Heck, maybe it will bring back the barter system or more people will use cash. I could even see it being a positive for gold and silver. One thing is for sure, when regulation goes too far, people will seek alternatives. While I don't think the measure of monitoring cash above $600 passing through bank accounts will see the light of day in the immediate future, that the possibility is even being floated is insane.
Not helping matters are these moves in commodities. Why? Well, the higher prices are showing more staying power than a transitory status. Oil continues to press to new highs. The good news is we aren't in driving season, but we are approaching the fall and winter holiday travel season. There's still a good six weeks before we hit that mark; however, we need to keep an eye on oil and natural gas. Airlines have already been crushed under the weight of COVID. Add in surging fuel costs and things could get bleak in quick fashion. Oil and natural gas at highs won't help consumers either as the cost to heat one's residence is going to eat into disposable income. The best part is we're combining this with an admission likely to hike taxes.
And we haven't even mentioned the backlogs in shipping and the higher costs in that sector weighing on retailers bringing in goods from overseas via cargo ship. It's not the debt or need for an adjustment in the debt ceiling that is weighing on equities in my view. It's the above factors. No traders care about the debt ceiling. I doubt any investors care either, but we do care about price action, gross margins, supply chains, and disposable income. Unfortunately, the negative impact on those for many consumers and businesses is growing. It's not on every person or every business, but nothing ever is.

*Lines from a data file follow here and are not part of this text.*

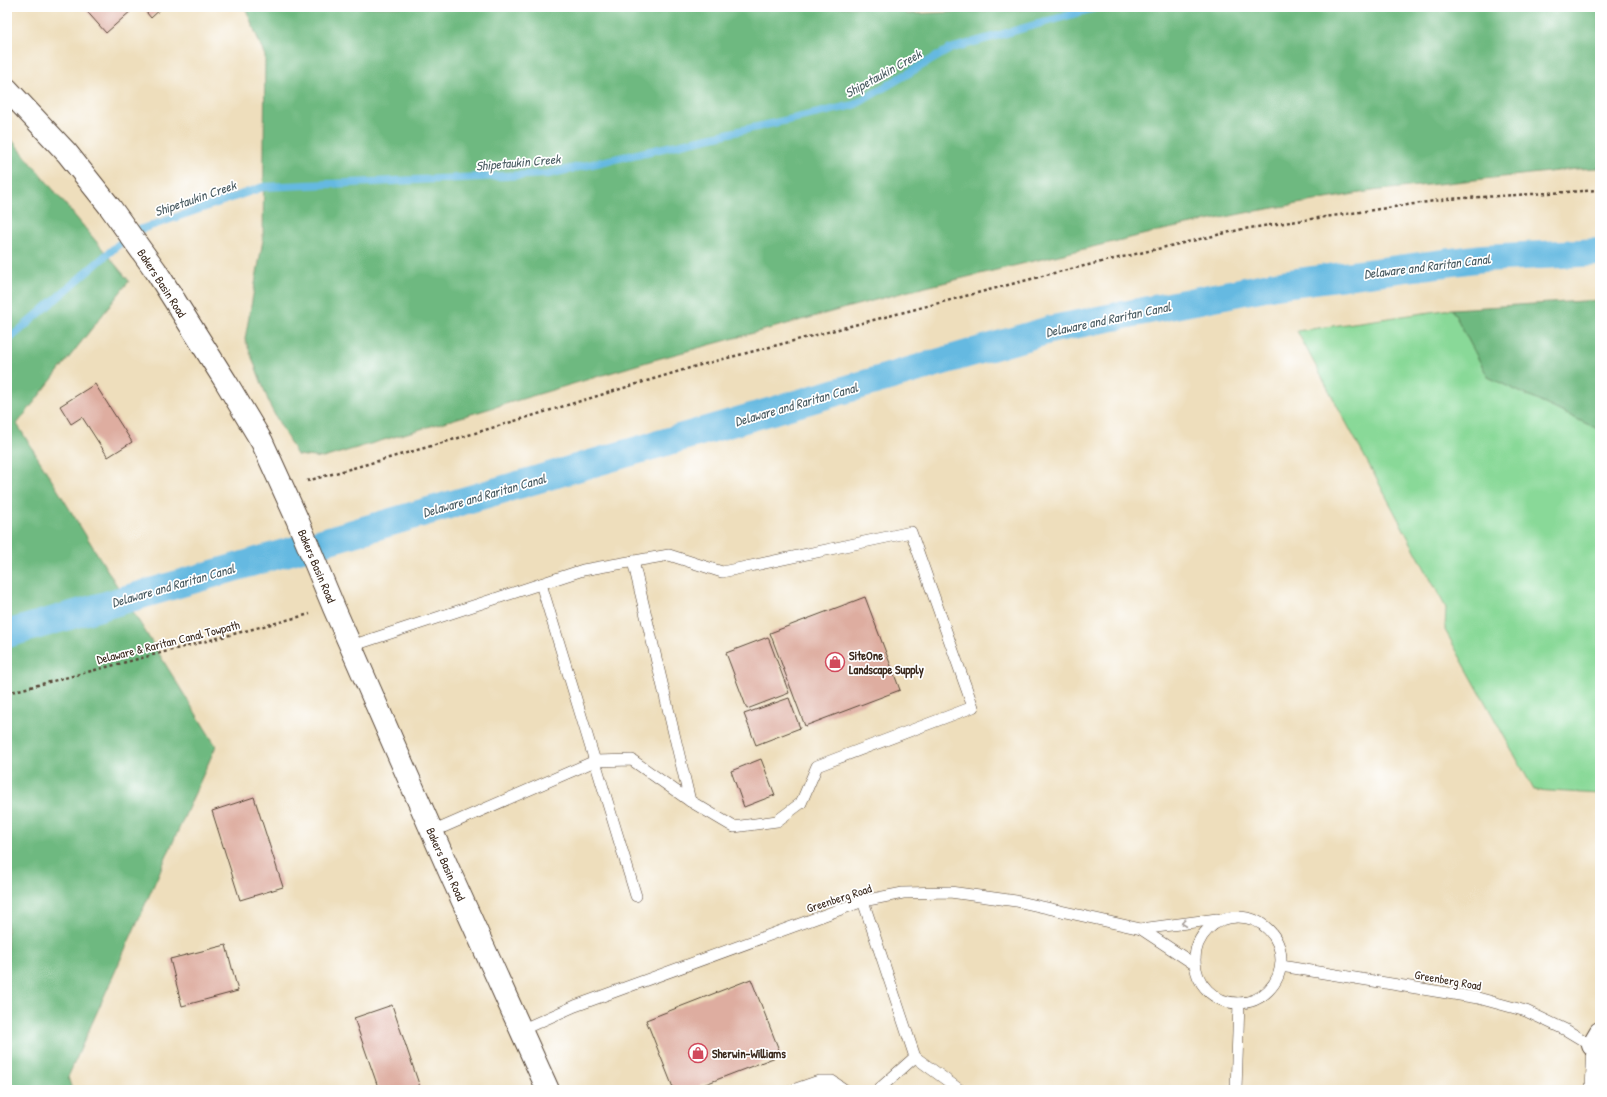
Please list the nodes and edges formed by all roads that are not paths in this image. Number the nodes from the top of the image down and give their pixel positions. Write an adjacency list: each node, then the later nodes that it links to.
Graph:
1 (7, 89): 4 (main road, Bakers Basin Road)
2 (633, 561): 3 (lane); 6 (lane); 6 (lane)
3 (540, 584): 4 (lane); 5 (lane)
4 (351, 646): 7 (main road, Bakers Basin Road)
5 (595, 762): 6 (lane); 7 (lane); 8 (lane)
6 (690, 801)
7 (432, 832): 15 (main road, Bakers Basin Road)
8 (636, 896)
9 (863, 901): 11 (lane, Greenberg Road); 15 (lane, Greenberg Road); 17 (lane)
10 (1223, 918): 11 (lane, one-way to 11); 12 (lane); 13 (lane)
11 (1141, 929): 12 (lane, Greenberg Road)
12 (1194, 964): 14 (lane)
13 (1281, 966): 14 (lane); 16 (lane, Greenberg Road)
14 (1239, 1003): 23 (lane)
15 (521, 1030): 18 (main road, Bakers Basin Road)
16 (1598, 1043): 24 (lane)
17 (915, 1057): 21 (lane); 22 (lane)
18 (548, 1090)
19 (793, 1090): 20 (lane)
20 (845, 1090)
21 (878, 1090)
22 (960, 1090)
23 (1236, 1090)
24 (1591, 1090)

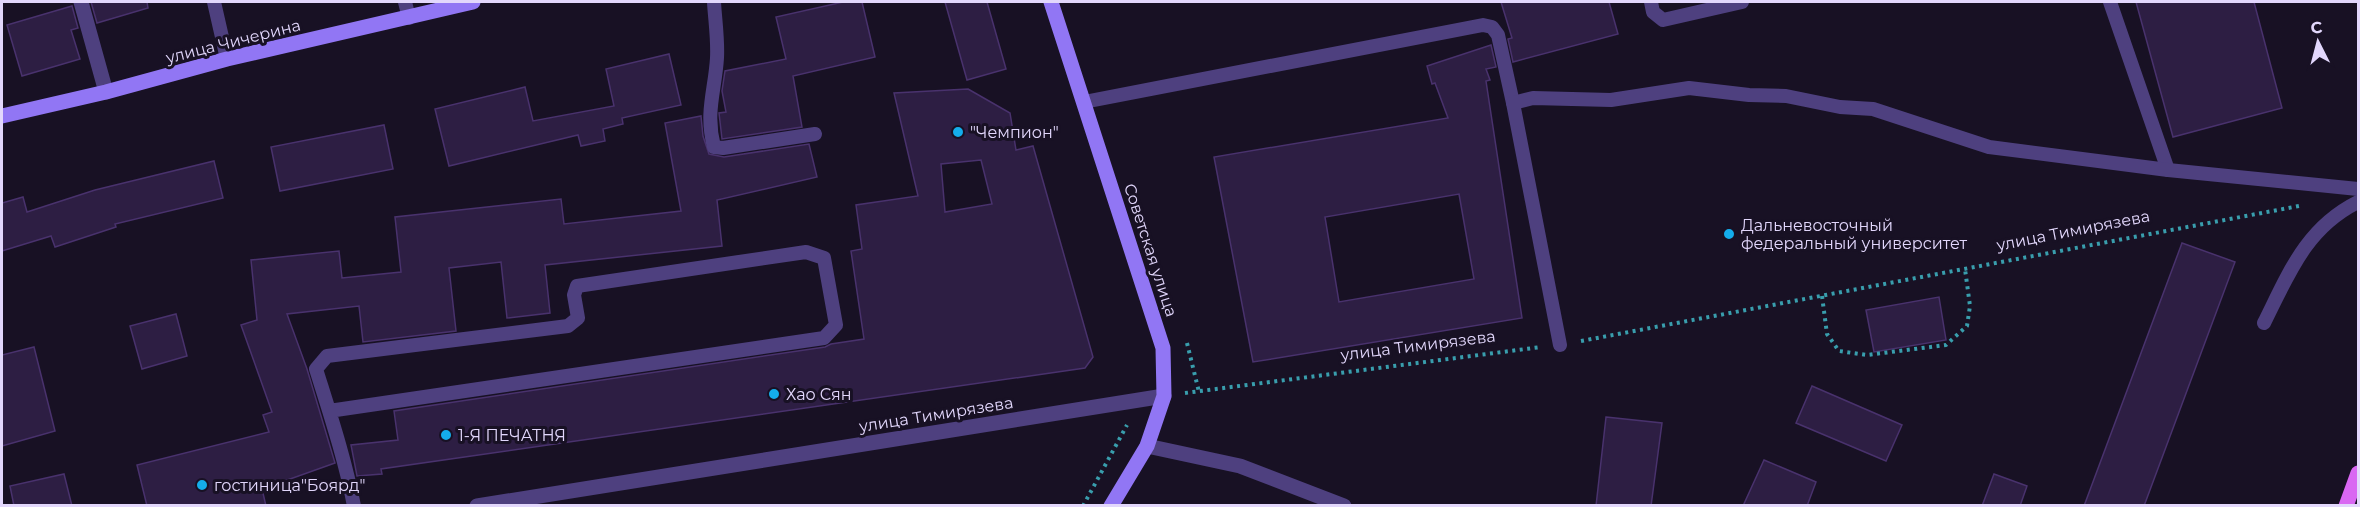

Speaking of negative currents, I noticed some of the micro-cap and small-cap Financial Twitter Self-Appointed Gurus -- a.k.a. FURUs -- have taken it on the chin the past few days, especially Tuesday. Eventually, reality will catch up for every stock. That can be both a positive for undervalued companies and a big negative for those trading on pure hype. The latter have been the dominant force for the past 18 months. A time will come when the vast majority of traders see through the fluff and walk away. If the market continues to remain on edge, it's going to happen quite soon. Tread carefully if you are playing in that space.